4.7 Resource allocation

It is up to each researcher to: 1) decide how much computational resources they need prior to starting each job (i.e., how many cores and how much RAM will your job need); and 2) monitor their resource usage during each job to not only ensure they are not exceeding their allocated resources, but to help build personal awareness on how much resources certain jobs require. It will generally take each person some time to develop an intuition on how many resources each job will need; we always recommend piloting code locally on your own machine to start getting a sense for this.
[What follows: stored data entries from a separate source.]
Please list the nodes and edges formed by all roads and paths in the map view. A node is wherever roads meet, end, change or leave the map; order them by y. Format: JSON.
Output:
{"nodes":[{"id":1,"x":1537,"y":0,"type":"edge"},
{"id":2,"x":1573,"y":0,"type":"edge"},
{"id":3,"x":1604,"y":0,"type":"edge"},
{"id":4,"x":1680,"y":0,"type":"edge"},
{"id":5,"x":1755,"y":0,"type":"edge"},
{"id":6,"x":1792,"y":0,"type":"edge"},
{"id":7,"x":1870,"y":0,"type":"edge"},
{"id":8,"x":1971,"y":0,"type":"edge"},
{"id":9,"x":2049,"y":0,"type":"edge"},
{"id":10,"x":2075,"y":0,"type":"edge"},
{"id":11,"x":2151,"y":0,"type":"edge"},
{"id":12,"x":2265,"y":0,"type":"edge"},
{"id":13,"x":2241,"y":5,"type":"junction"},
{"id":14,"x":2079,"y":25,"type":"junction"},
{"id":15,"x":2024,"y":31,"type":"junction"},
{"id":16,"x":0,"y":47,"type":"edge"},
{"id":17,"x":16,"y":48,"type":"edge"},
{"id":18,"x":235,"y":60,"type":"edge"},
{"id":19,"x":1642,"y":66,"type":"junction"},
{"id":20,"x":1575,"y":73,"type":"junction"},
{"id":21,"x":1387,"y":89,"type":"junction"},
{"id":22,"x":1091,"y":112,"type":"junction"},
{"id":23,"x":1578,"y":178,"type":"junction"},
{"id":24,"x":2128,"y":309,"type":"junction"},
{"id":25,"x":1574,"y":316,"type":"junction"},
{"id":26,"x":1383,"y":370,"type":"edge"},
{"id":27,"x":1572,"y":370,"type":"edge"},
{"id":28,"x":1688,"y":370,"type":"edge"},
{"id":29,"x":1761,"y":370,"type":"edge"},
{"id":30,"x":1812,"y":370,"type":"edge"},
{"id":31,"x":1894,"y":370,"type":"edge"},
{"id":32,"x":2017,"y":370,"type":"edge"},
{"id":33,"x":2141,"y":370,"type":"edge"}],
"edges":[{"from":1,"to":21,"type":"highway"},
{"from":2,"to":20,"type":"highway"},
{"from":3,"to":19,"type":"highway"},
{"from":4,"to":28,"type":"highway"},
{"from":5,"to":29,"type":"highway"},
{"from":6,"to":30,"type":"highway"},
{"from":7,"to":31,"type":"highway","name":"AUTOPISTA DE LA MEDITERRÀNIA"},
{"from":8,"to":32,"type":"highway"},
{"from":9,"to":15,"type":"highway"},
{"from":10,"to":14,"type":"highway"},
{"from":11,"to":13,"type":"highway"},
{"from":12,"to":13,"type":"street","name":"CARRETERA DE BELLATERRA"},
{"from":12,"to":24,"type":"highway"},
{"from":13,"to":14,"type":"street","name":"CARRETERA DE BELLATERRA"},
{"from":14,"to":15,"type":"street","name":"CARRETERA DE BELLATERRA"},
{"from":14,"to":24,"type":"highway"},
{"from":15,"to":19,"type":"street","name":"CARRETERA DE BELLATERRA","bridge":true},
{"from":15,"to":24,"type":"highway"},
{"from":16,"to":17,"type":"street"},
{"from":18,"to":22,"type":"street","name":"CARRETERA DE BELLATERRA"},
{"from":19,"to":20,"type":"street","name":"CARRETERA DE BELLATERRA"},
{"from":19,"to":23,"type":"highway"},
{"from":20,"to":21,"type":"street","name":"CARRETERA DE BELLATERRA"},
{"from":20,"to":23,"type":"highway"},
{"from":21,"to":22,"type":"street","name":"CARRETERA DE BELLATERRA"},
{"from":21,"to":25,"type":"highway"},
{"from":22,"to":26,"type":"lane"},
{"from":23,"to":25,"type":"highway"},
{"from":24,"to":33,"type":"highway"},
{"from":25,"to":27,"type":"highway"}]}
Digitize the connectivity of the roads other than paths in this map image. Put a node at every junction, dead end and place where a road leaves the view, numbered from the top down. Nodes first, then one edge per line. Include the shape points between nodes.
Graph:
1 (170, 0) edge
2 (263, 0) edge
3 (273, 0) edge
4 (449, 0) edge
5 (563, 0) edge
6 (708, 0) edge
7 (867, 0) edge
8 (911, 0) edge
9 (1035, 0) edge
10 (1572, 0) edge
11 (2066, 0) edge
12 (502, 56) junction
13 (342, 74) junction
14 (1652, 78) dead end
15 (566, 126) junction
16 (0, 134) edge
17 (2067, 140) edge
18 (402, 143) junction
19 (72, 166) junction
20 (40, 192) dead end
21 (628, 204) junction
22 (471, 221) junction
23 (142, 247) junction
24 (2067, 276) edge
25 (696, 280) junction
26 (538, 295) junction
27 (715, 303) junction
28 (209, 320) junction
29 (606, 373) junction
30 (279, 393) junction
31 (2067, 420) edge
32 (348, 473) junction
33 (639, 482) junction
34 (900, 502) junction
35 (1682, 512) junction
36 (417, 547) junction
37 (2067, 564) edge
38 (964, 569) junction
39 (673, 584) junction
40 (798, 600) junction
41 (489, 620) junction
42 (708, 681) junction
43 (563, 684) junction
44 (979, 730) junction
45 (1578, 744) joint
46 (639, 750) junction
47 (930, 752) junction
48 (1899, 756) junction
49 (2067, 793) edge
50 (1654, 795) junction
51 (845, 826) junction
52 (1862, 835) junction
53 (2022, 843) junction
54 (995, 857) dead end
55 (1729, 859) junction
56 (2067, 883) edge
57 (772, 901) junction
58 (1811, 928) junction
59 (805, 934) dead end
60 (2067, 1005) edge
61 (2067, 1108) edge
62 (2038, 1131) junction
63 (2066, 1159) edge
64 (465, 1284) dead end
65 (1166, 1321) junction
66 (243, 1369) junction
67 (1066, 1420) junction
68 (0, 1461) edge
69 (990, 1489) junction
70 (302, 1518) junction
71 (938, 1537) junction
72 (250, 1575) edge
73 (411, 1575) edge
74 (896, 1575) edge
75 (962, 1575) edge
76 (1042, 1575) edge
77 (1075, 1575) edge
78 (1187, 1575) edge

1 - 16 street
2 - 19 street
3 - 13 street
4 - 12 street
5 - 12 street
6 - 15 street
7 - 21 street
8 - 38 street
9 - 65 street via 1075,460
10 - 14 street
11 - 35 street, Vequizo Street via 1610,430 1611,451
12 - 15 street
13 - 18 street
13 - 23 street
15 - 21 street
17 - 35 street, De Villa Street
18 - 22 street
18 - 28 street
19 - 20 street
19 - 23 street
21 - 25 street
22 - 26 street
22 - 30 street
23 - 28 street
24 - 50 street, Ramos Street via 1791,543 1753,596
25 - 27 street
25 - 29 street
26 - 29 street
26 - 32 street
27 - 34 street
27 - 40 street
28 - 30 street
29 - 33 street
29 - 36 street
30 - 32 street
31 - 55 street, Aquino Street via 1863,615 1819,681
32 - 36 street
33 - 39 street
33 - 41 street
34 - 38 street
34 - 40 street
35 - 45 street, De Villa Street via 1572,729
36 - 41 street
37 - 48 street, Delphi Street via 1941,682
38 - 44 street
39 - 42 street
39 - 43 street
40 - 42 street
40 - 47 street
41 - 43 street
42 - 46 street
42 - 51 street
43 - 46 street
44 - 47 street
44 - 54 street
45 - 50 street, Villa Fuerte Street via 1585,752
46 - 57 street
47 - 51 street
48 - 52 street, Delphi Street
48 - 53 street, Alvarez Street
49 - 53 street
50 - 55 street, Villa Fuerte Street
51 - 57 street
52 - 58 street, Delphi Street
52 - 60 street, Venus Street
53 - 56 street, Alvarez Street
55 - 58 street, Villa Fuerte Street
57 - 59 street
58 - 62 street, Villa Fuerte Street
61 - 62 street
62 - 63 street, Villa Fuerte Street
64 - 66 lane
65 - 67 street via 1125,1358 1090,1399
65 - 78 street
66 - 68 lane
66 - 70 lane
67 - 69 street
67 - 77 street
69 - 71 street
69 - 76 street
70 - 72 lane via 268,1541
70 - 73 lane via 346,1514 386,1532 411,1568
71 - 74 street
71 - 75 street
Additionally, as you use the server more and the tools below, you will further develop this intuition.

Available tools:

Zabbix dashboard: GRIT manages a dashboard for us which provides a high-level system-level view of how many resources are being used on each of our servers. This is a good place to start to get a sense of overall resource usage across the whole team. It is also a good place to check before starting a new job to see how busy the servers are. It is also a place that will show the current status of each server and whether or not there are currently any problems.
Job Resource Utilization Analyzer: If using sequoia via OOD, you can navigate to the OOD dashboard, click “Apps”, then click “Job Resource Utilization Analyzer”. For each job that is currently running on a GRIT server, this will show you how many cores and how much RAM was requested, as well as the actual peak core and RAM usage. It further provides some information on whether or not you over-requested core and/or RAM resources, and provides some recommendations if any adjustments should be made in the future. This is a nice way to monitor live usage.
Post-job email: If using sequoia via OOD, at the end of each job you will receive an email summary of your job resource usage. This email provides similar information to the Job Resource Utilization Analyzer, but is sent to you automatically at the end of each job. It also provides information on whether or not you over-requested core and/or RAM resources, and provides some recommendations if any adjustments should be made in the future. This is a nice way to monitor your resource usage after the fact. GRIT provides some helpful rules of thumb:
- “If Max RSS is much lower than requested memory, you may be over-requesting RAM.”
- “If the job failed with OUT_OF_MEMORY and Max RSS is close to the request, you likely need to request more memory.”
- “If Total CPU << (Elapsed time * AllocCPUS), your job may be I/O bound or under-utilizing its cores.”
htop: This terminal tool is installed on each server and provides a real-time view of resource usage on each server. It is a great tool to use during an interactive session to see how many cores and how much RAM your job is using, and also how many cores and how much RAM are currently being used by others. You can customize the htop display to make things easier to see. For example:
- After entering htop, press F2 to enter setup. You can also click directly on setup to enter it.
- Once you enter setup, if you have trouble seeing the setup options, you can try reducing your browser’s text size temporarily in order to see the setup options.
- Sequoia has 192 cores so the default view with 4 columns means a pretty large display. In the Meters setup, you can change the left column to be CPUs (1-4/8) [Bar] and the right column to be CPUs (5-8/8) [Bar] This will condense the output and force 8 columns.
- I also like to add disc IO to the left column below memory.
- In the “Display options” setup you can select some that will clean up the process information below the resources monitor. I like to make sure to select
  - Tree view
  - Tree view sorted by PID
  - Shadow other users’ process (makes it easier to see your own)
  - Count CPUs from 1
  - Enable the mouse
  - Press F10 when done